Data Sharing Statement
Publicly available datasets were analyzed in this study. This data can be found here: https://www.cdc.gov/nchs/nhanes/index.htm. The analytic datasets generated during the current study are available from the corresponding author (Xia Li) upon reasonable request.
Ethics Approval and Consent to Participate
The NHANES protocols were approved by the National Center for Health Statistics (NCHS) Research Ethics Review Board, and written informed consent was obtained from all participants.
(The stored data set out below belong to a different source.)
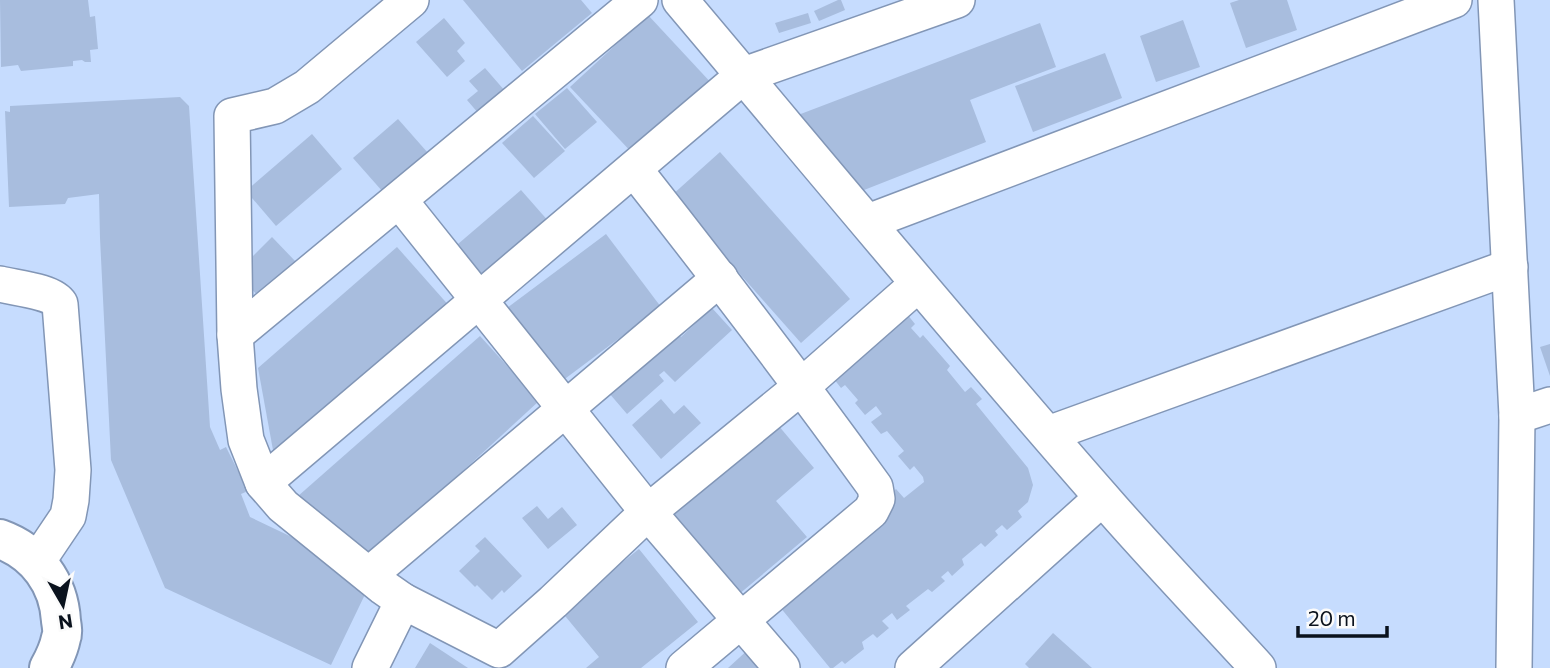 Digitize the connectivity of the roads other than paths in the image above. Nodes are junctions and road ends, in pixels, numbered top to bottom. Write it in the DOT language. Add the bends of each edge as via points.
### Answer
graph roads {
  1 [pos="411,0"];
  2 [pos="639,0"];
  3 [pos="680,0"];
  4 [pos="957,0"];
  5 [pos="1454,0"];
  6 [pos="1496,0"];
  7 [pos="744,75"];
  8 [pos="634,169"];
  9 [pos="399,200"];
  10 [pos="868,222"];
  11 [pos="1510,267"];
  12 [pos="720,278"];
  13 [pos="0,284"];
  14 [pos="918,284"];
  15 [pos="479,300"];
  16 [pos="235,335"];
  17 [pos="802,386"];
  18 [pos="1550,405"];
  19 [pos="567,408"];
  20 [pos="1517,416"];
  21 [pos="1048,435"];
  22 [pos="263,483"];
  23 [pos="1102,498"];
  24 [pos="648,512"];
  25 [pos="0,539"];
  26 [pos="37,562"];
  27 [pos="369,575"];
  28 [pos="403,601"];
  29 [pos="740,621"];
  30 [pos="512,659"];
  31 [pos="62,665"];
  32 [pos="370,668"];
  33 [pos="684,668"];
  34 [pos="782,668"];
  35 [pos="913,668"];
  36 [pos="1258,668"];
  37 [pos="1514,668"];
  1 -- 16 [label="street" via="307,87 275,106 232,116"];
  2 -- 9 [label="street"];
  3 -- 7 [label="street"];
  4 -- 7 [label="street"];
  5 -- 10 [label="street"];
  6 -- 11 [label="street"];
  7 -- 8 [label="street"];
  7 -- 10 [label="street"];
  8 -- 12 [label="street"];
  8 -- 15 [label="street"];
  9 -- 15 [label="street"];
  9 -- 16 [label="street"];
  10 -- 14 [label="street"];
  11 -- 20 [label="street"];
  11 -- 21 [label="street"];
  12 -- 17 [label="street"];
  12 -- 19 [label="street"];
  13 -- 26 [label="street" via="46,294 60,304 73,470 71,500 68,516"];
  14 -- 17 [label="street"];
  14 -- 21 [label="street"];
  15 -- 19 [label="street"];
  15 -- 22 [label="street"];
  16 -- 22 [label="street" via="246,440"];
  17 -- 24 [label="street"];
  17 -- 29 [label="street" via="875,487 877,499 871,511"];
  18 -- 20 [label="street"];
  19 -- 24 [label="street"];
  19 -- 27 [label="street"];
  20 -- 37 [label="street"];
  21 -- 23 [label="street"];
  22 -- 27 [label="street" via="283,506"];
  23 -- 35 [label="street"];
  23 -- 36 [label="street"];
  24 -- 29 [label="street"];
  24 -- 30 [label="street" via="553,602"];
  25 -- 26 [label="street"];
  26 -- 31 [label="street" via="52,583 60,608"];
  27 -- 28 [label="street"];
  28 -- 30 [label="street"];
  28 -- 32 [label="street"];
  29 -- 33 [label="street"];
  29 -- 34 [label="street"];
}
Furthermore, as this study involves the secondary analysis of publicly available, de-identified data, it is exempt from local ethical review requirements in accordance with Item 1 and Item 2 of Article 32 of the Measures for Ethical Review of Life Science and Medical Research Involving Human Subjects (2023) in China.
Acknowledgments
This paper has been uploaded to medRxiv as a preprint: https://www.medrxiv.org/content/10.1101/2025.04.22.25326195v1.
Author Contributions
All authors made a significant contribution to the work reported, whether that is in the conception, study design, execution, acquisition of data, analysis and interpretation, or in all these areas; took part in drafting, revising or critically reviewing the article; gave final approval of the version to be published; have agreed on the journal to which the article has been submitted; and agree to be accountable for all aspects of the work.
Funding
This work was supported by Clinical Research Project of Changzhou Medical Center, Nanjing Medical University (CMCC202315), Nanjing Medical University Science and Technology Development Foundation Project (NMUB20250167), Changzhou City Science and Technology Bureau (CJ20245040) and Changzhou City Health Commission (ZD202446).
Disclosure
The authors report no conflicts of interest in this work.